• [ACTIVITY]: No pictures, everything else exact: set down the entries in full.

• [DATA TO EXAMINE]:

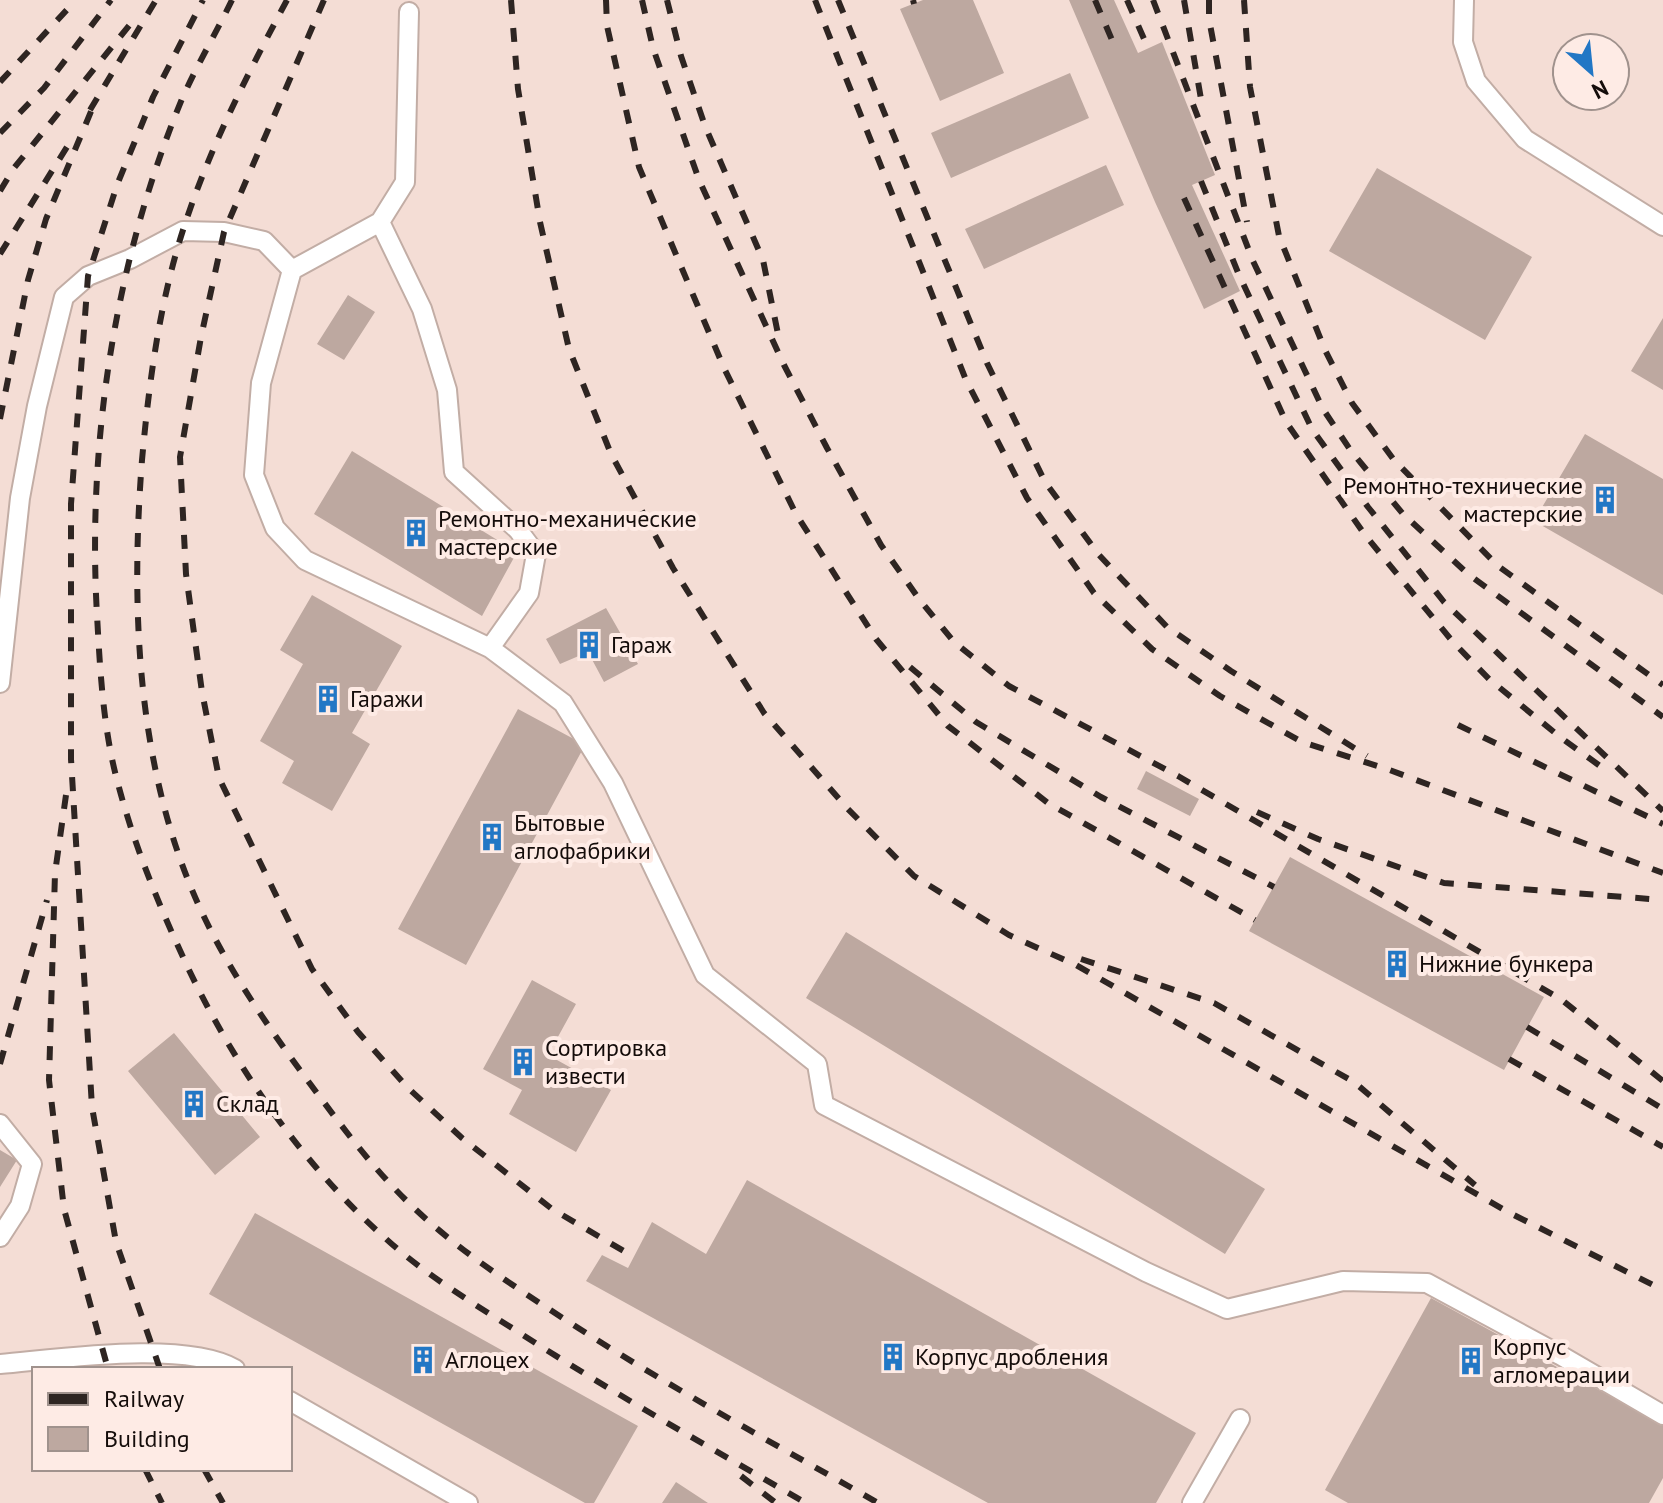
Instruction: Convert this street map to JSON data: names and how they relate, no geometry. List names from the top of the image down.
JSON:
{
  "places": {
    "building": [
      "Ремонтно-технические мастерские",
      "Ремонтно-механические мастерские",
      "Гараж",
      "Гаражи",
      "Бытовые аглофабрики",
      "Нижние бункера",
      "Сортировка извести",
      "Склад",
      "Корпус дробления",
      "Аглоцех",
      "Корпус агломерации"
    ]
  },
  "legend": ["Railway", "Building"],
  "north": "bottom right"
}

• [EXERCISE RESULT]:
Instruction: Convert this street map to JSON data: names and how they relate, no geometry. List names from the top of the image down.
JSON:
{
  "places": {
    "building": [
      "Ремонтно-технические мастерские",
      "Ремонтно-механические мастерские",
      "Гараж",
      "Гаражи",
      "Бытовые аглофабрики",
      "Нижние бункера",
      "Сортировка извести",
      "Склад",
      "Корпус дробления",
      "Аглоцех",
      "Корпус агломерации"
    ]
  },
  "legend": ["Railway", "Building"],
  "north": "bottom right"
}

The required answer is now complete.